Chinese officials don’t believe in the potential of Bitcoin

They’re certainly uncomfortable with it. I don’t know how much they realize the threat to their power; I am under the impression that regulators or people in government don’t believe in this at all. They don’t believe in the success of Bitcoin. They don’t believe in the potential and so they see it as something that they can simply wait out. Something that’s going to go away by its self. That is much to the advances of Bitcoin, but also speak to a larger skepticism that Bitcoin has yet to really prove itself as an efficient way of, for example, facilitating transactions

[…]

I do think that Bitcoin still flies under the radar and that people dismiss Bitcoin so systematically that they don’t see what’s happening. And some people believe there will be like a black market phase where Bitcoin has to prove itself in an environment where governments are openly hostile to users of cryptocurrencies. I am more of the position that they are going to ignore this and they’re going to pretend this is not happening for so long until they can no longer ignore it and they can no longer fight it.
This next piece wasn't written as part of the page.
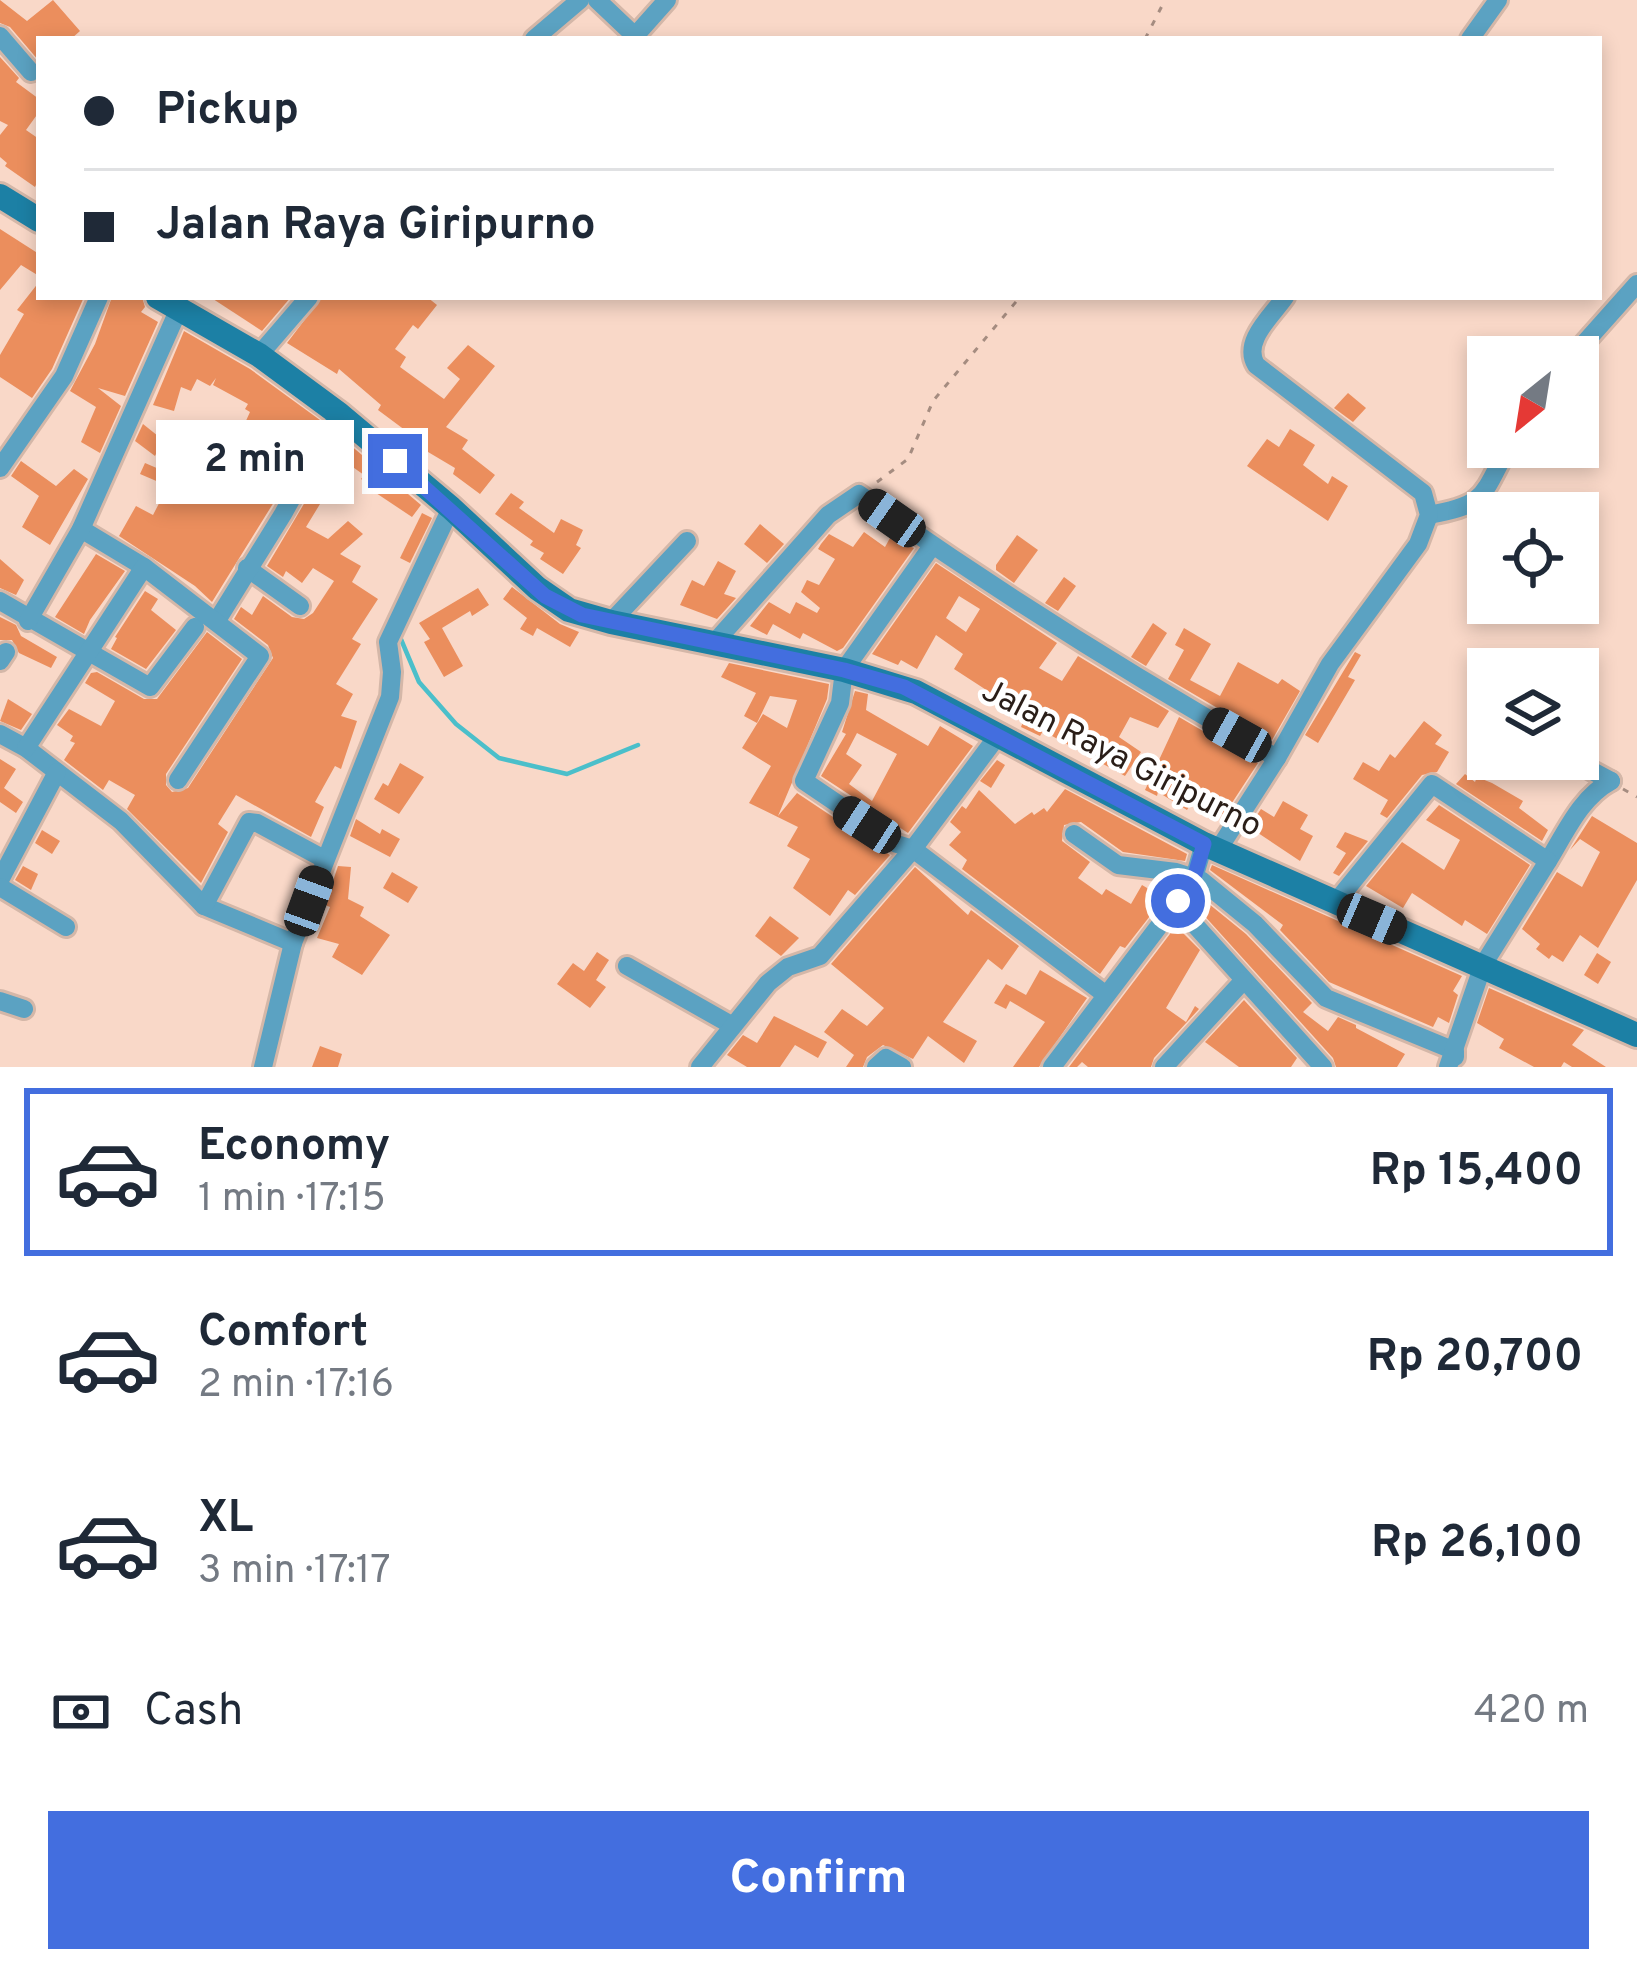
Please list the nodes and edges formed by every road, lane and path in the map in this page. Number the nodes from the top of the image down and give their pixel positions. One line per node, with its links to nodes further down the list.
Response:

The announcements from the regulators thus far is a way to control the narrative

I’m always under the impression that what they’re trying to control here is not the Bitcoin trading, but the narrative, and this has already been the case since 2013 when it first appeared on their radar when Bitcoin prices reached the price of $1000 and Bitcoin exchanges like BTC China became very large and prominent when there was a big arbitrage opportunity and people in China were buying Bitcoin.

What they were afraid of and what they’re still afraid of is somebody having the impression that there’s something the party cannot control or there’s something that could undermine the party and they heavily crackdown on that. So they will enact whatever a measure they need to get the international press to report on Bitcoin is now illegal China or the party is cracking down on Bitcoin. What they really love to read is somebody repeating the narrative that the party is in control of something.

I don’t worry too much about like how much people are gambling on these platforms or how much people are trading there. For example, the fact that the OTC market is very well functional and the process for how people trade on Bitcoin exchanges haven’t really changed much in the last 5 years. People would go to a website maybe nowadays, they need a VPN, but that’s accessible to a surprisingly large portion of the population and then they would interact with their customer service representative, which would be a Mandarin-speaking person maybe in China, maybe in Taiwan or in Thailand, and the person would instruct them to deposit money into some type of account that could be a bank account of an affiliate that could be an Alipay account of an OTC trader and they would then deposit the Bitcoin directly into the exchange or via the wallet of the user, but that process hasn’t really changed much.

The number of people who are using this probably increased quite a lot, but if I go around and repeat too often that the OTC market in China is very liquid and alive and people are using this en masse to trade Bitcoin and to send, the international narrative changes then. The party stresses out on the narrative and I don’t think so much on people using Bitcoin.

 Wechat censorship and control has tightened 

China, the rise of digital money has also been quite… WeChat and Alipay in the beginning didn’t really care so much about what happens on their platform. There’re far fewer censors than PayPal would be or Venmo would be. People still quite openly trade drugs on WeChat for example because the communications might be better, but the payment usually are not and this very much helped these platforms to become very big. 

But now that they[chinese government] have the ability to control people’s funds, we do see more censorship, we do see more accounts being closed down. Not just because of drugs, but also because of cryptocurrency transactions or because of any kind of suspicious activity including fraud.